Hacker Newsnew | past | comments | ask | show | jobs | submitlogin

Would that be third derivative or just second? My brain doesn’t want to parse that


It would be the 3rd derivative. Inflation is the first (rate of change of prices). The increase of Inflation is the second (rate of change of inflation). Therefore the decrease of the increase of inflation is the third


Oh that makes sense, inflation being first deriv is what I wasn’t catching. Thank you.


inflation = d price / dt

"rate of increase of inflation" (RII) = d inflation / dt

"decreasing rate of increase" = d RII / dt


Acceleration of inflation is the second derivative, the rate of change of that acceleration (what Nixon is referring to), is the third.

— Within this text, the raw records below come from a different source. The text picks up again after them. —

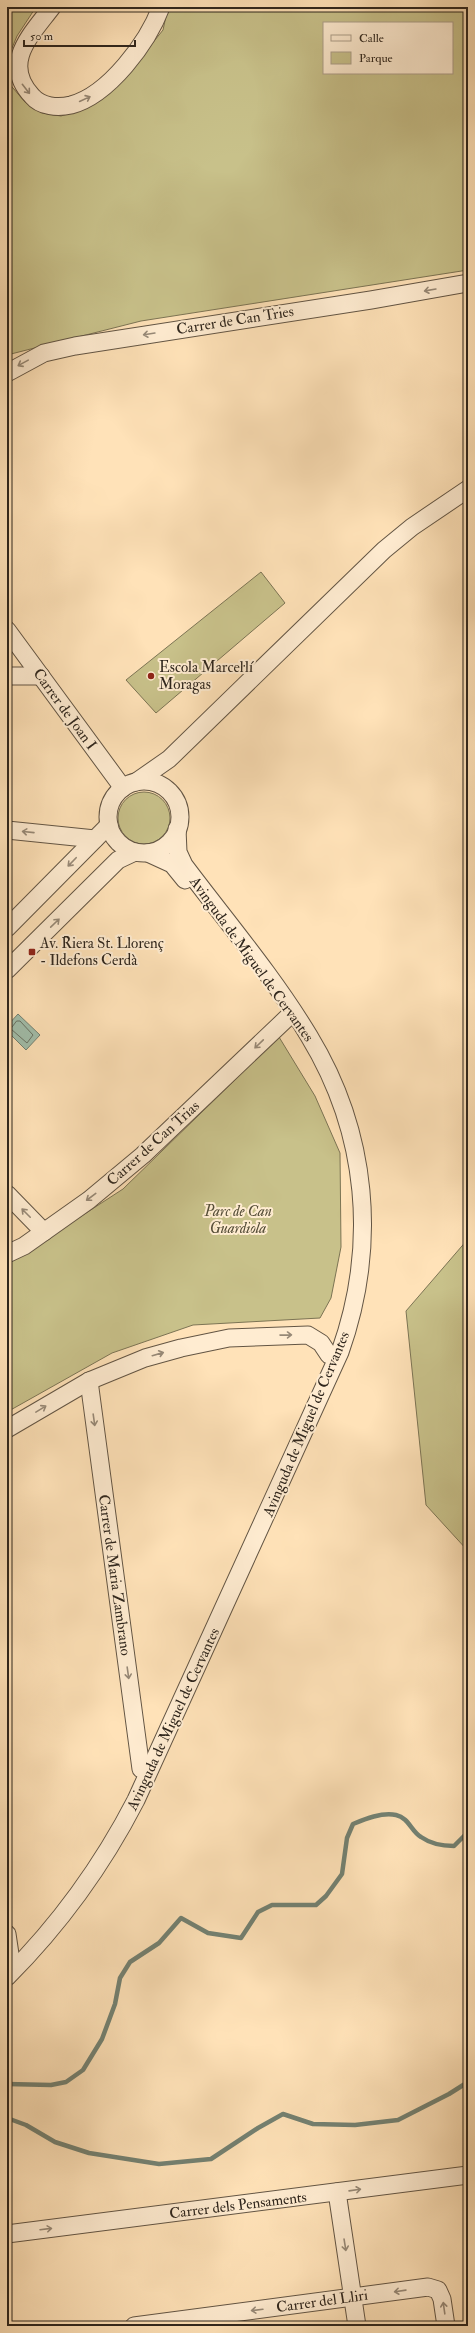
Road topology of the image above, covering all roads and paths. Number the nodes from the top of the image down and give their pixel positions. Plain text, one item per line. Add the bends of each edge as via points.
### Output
1 (52, 7) edge
2 (161, 7) edge
3 (468, 283) edge
4 (7, 373) edge
5 (468, 489) edge
6 (7, 630) edge
7 (7, 676) edge
8 (41, 676) junction
9 (168, 759) junction
10 (130, 785) junction
11 (166, 789) junction
12 (109, 825) junction
13 (177, 829) junction
14 (7, 830) edge
15 (95, 839) junction
16 (141, 852) junction
17 (7, 928) edge
18 (7, 970) edge
19 (288, 1017) junction
20 (7, 1194) edge
21 (44, 1232) junction
22 (7, 1254) edge
23 (329, 1355) junction
24 (89, 1381) junction
25 (7, 1429) edge
26 (141, 1769) junction
27 (7, 1934) edge
28 (8, 1968) edge
29 (468, 2175) edge
30 (337, 2192) junction
31 (7, 2234) edge
32 (353, 2297) junction
33 (134, 2326) edge
34 (357, 2326) edge
35 (446, 2326) edge

1 -> 2 street via 23,48 17,70 20,82 34,98 47,106 70,105 92,96 112,79 144,41
3 -> 4 street, Carrer de Can Tries via 75,346 44,353
5 - 9 street via 412,527 357,574
6 - 8 street, Carrer de Joan I
7 - 8 street
8 - 10 street, Carrer de Joan I
9 - 10 street
9 - 11 street via 164,774
10 - 11 street via 151,782
10 - 12 street via 110,804
11 - 13 street via 178,806 180,816
12 - 15 street
12 - 16 street via 117,841
13 - 16 street via 166,845
13 - 28 street, Avinguda de Miguel de Cervantes via 178,852 184,865 301,1022 320,1055 340,1100 359,1168 363,1228 359,1281 340,1352 136,1800 90,1879 45,1937
15 -> 14 street
15 -> 17 street
18 -> 16 street via 118,860
16 - 19 street, Avinguda de Miguel de Cervantes via 165,859 177,870
19 -> 21 street, Carrer de Can Trias via 143,1155
19 - 23 street, Avinguda de Miguel de Cervantes via 304,1040 322,1078 338,1117 349,1163 353,1200 352,1266 342,1318
21 -> 20 street
21 - 22 street, Carrer de Can Trias
24 -> 23 street via 145,1358 229,1338 308,1335 321,1343
23 - 26 street, Avinguda de Miguel de Cervantes
25 -> 24 street
24 -> 26 street, Carrer de Maria Zambrano
26 - 28 street, Avinguda de Miguel de Cervantes via 115,1824 94,1860 53,1916
27 - 28 street
30 -> 29 street, Carrer dels Pensaments
31 -> 30 street, Carrer dels Pensaments
30 -> 32 street
32 -> 33 street, Carrer del Lliri
32 - 34 street
35 -> 32 street, Carrer del Lliri via 438,2290 428,2287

Yes, because inflation is already the first derivative of cost.

So the 'rate of increase' of inflation is the second derivative. And to say that the second derivative is decreasing is another way of saying the third derivative is negative


Third I think. First is the inflation rate itself (some positive number around 8%), second is how that rate is changing (some positive number meaning we expect the inflation rate itself to increase next interval) third is how that change itself is trending (negative I think? meaning that we'd expect the still overall positive increase to the base inflation rate to be somewhat less than it was in the previous interval).

Take that with a grain of salt, I'd welcome any corrections if some one sees fit.


> the rate (y) of increase of inflation (x) was decreasing (z).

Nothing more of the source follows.